Neighborhoods.com Engineering

5 min readJul 26, 2018

If you’re not familiar with Varnish, it’s caching software that works as an HTTP reverse proxy. Varnish can be an incredibly powerful tool for improving the speed at which you are able to serve content to users as well as significantly reduce the traffic load driven to your web application. The rest of this article will assume you have a working familiarity with Varnish and focus on a method we’ve been using at Neighborhoods.com to manage Varnish instances in auto-scaling environments on AWS.

The Problem Space

One potential challenge with Varnish is scale. The free version of Varnish does not offer a solution for a shared cache storage across multiple Varnish instances. This creates some interesting challenges as far as activities like pre-warming caches or clearing cache items. You should have limited circumstances where you need to clear cache items as you should have appropriate TTLs for different types of content managed via your expires headers. However, there are invariably going to be cases where you need something cleared immediately.

The typical method of dealing with this is to issue PURGE requests to each of your Varnish instances from your application.
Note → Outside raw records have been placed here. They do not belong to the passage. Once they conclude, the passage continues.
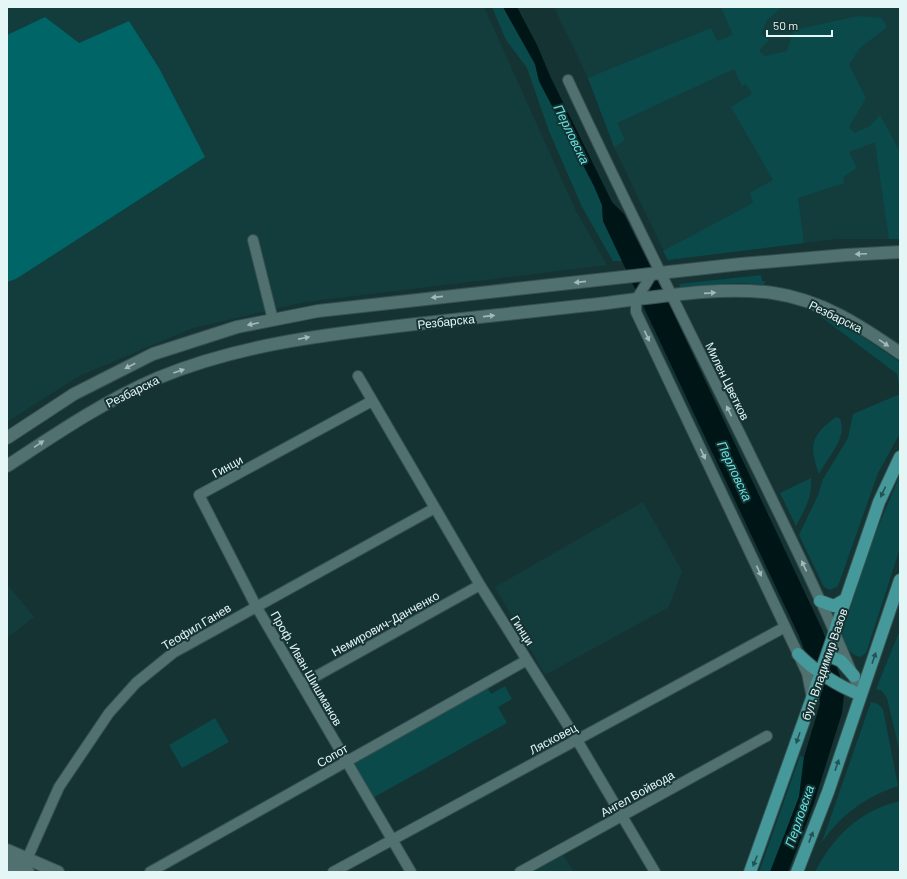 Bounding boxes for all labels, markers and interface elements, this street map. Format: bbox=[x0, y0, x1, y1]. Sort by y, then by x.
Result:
scale bar bbox=[767, 12, 832, 38]
text: 50 m bbox=[773, 18, 798, 32]
water label: Перловска bbox=[551, 101, 593, 167]
one-way arrow bbox=[854, 251, 867, 257]
one-way arrow bbox=[574, 279, 586, 285]
one-way arrow bbox=[704, 289, 716, 296]
one-way arrow bbox=[431, 294, 443, 300]
street label: Резбарска bbox=[807, 297, 865, 336]
street label: Резбарска bbox=[417, 311, 476, 332]
one-way arrow bbox=[483, 313, 495, 319]
one-way arrow bbox=[247, 321, 259, 327]
one-way arrow bbox=[644, 331, 650, 342]
one-way arrow bbox=[298, 335, 310, 341]
one-way arrow bbox=[879, 339, 890, 347]
street label: Милен Цветков bbox=[702, 340, 753, 423]
one-way arrow bbox=[125, 363, 136, 369]
one-way arrow bbox=[173, 368, 185, 374]
street label: Резбарска bbox=[103, 372, 162, 411]
one-way arrow bbox=[725, 406, 732, 417]
water label: Перловска bbox=[714, 438, 756, 504]
one-way arrow bbox=[34, 440, 45, 448]
one-way arrow bbox=[700, 448, 706, 459]
street label: Гинци bbox=[209, 452, 245, 481]
one-way arrow bbox=[880, 486, 886, 498]
one-way arrow bbox=[801, 560, 807, 572]
one-way arrow bbox=[756, 565, 762, 577]
street label: Немирович-Данченко bbox=[329, 587, 442, 659]
street label: Теофил Ганев bbox=[159, 600, 234, 653]
street label: бул. Владимир Вазов bbox=[798, 606, 851, 722]
street label: Проф. Иван Шишманов bbox=[268, 608, 346, 728]
street label: Гинци bbox=[508, 612, 538, 648]
one-way arrow bbox=[871, 651, 877, 663]
street label: Лясковец bbox=[527, 720, 580, 757]
one-way arrow bbox=[795, 732, 801, 744]
street label: Сопот bbox=[314, 740, 351, 769]
one-way arrow bbox=[835, 758, 841, 770]
street label: Ангел Войвода bbox=[598, 767, 677, 820]
water label: Перловска bbox=[781, 783, 817, 849]
one-way arrow bbox=[808, 830, 814, 842]
one-way arrow bbox=[752, 855, 758, 866]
While this works, there are a few issues with this approach that I wanted to avoid. First, it’s challenging to make it resilient in your application. For example, if you’ve got five Varnish instances to clear, what happens when one of your network requests to a single instance fails? Now you’ve got to have some kind of retry or alerting mechanism built into your application code. As your Varnish footprint grows, you’ve also got to make sure that your application is aware of every Varnish instance. You can do this with a service discovery system, but that brings the potential of race conditions as well as the need to manage a service discovery system. In our case, we typically favor DNS conventions over a service discovery system for most of our needs.

Our Solution Requirements

Given the above pitfalls, we wanted a solution for Varnish management to satisfied the following:

Our application must be able to perform a single outbound request to perform Varnish management actions.
The solution must scale.
The solution must work without the need for a service discovery system.
The solution must be fast.
The solution must be fault tolerant.
Race conditions must be minimized.

Our Solution

The solution we decided on is one that makes use of a few AWS tools to create a simple and resilient workflow. What we decided on was using an SNS fanout system to send Varnish actions to instance-specific SQS queues and have a lightweight listener application on each Varnish instance to consume messages from its specific SQS queue.

Queue Management

Because our Varnish instances are in an autoscaling group, we made use of EC2 autoscaling lifecycle hooks in order to make managing this system autonomous. When a new EC2 instance comes up, it sends a lifecycle event to an SNS topic that we use to trigger a Lambda function. The Lambda function gets metadata about the instance and uses that to create an instance-specific SQS queue and subscribe that SQS queue to our SNS topic.

Here’s an abbreviated flowchart of what happens when a new Varnish EC2 instance comes online:

With this workflow, we ensure that if something goes wrong with setting up the SQS queue or SNS subscription, we do not allow the EC2 Varnish instance to proceed to InService. The Autoscaling Group will then launch a new instance and try again.

We have a similar process when an EC2 instance is going to go offline. We use the Autoscaling Lifecycle to destroy an instances associated SQS queues and SNS subscriptions.

Varnish Admin Actions

When we need to perform an admin action with Varnish, we now send a message to the SNS topic to which our SQS queues have been subscribed. That message fans out to the SQS queues and then a lightweight background worker we install on each Varnish instance long polls the SQS queue in to look for work to do. Since the SQS queue is named for the instance, the application simply listens to a queue that has a prefix followed by the instance id as it’s name. We can simply check the EC2 metadata endpoint to get the instance id. This way, we do not have to manage configurations for each instance to know which SQS queue to listen to. Easy, right?

The queue worker app is just a simple PHP application that is managed by Kōjō to ensure it’s always running and listening. The PHP app uses our modified version of the Varnish Admin Socket PHP library to communicate with Varnish on its own instance.

The message our management app transmits to SNS is simple JSON object that looks like the following:

{
 "varnish_action": "ban",
 "content": "^some-url-pattern$"
}

We ensure that our content reflects whatever the Varnish admin socket understands for the given action type. This way we don’t have to worry about maintaining our own mapping of actions in our worker app to actual Varnish commands. In any case, if you follow this pattern you’ll need to make sure your app knows how to talk to Varnish.

Here’s what our Varnish messaging workflow looks like:

The workflow of sending messages to Varnish

Results

So far this pattern has been tremendously successful for us. With long polling and Kōjō’s ability to ensure events are consumed quickly, it typically takes under 10ms from the moment we issue the SNS message to the time the Varnish action has completed on every Varnish instance. We’ve been using this pattern for about six months now in front of our 55places.com frontend and have never had any issues with orphaned queues, repeated instantiation failures, or scaling out our Varnish footprint. Whether or not this pattern is right for you is up to your dev and infrastructure teams, but given our success I highly recommend it over the typical sequential/round-robin method of managing Varnish.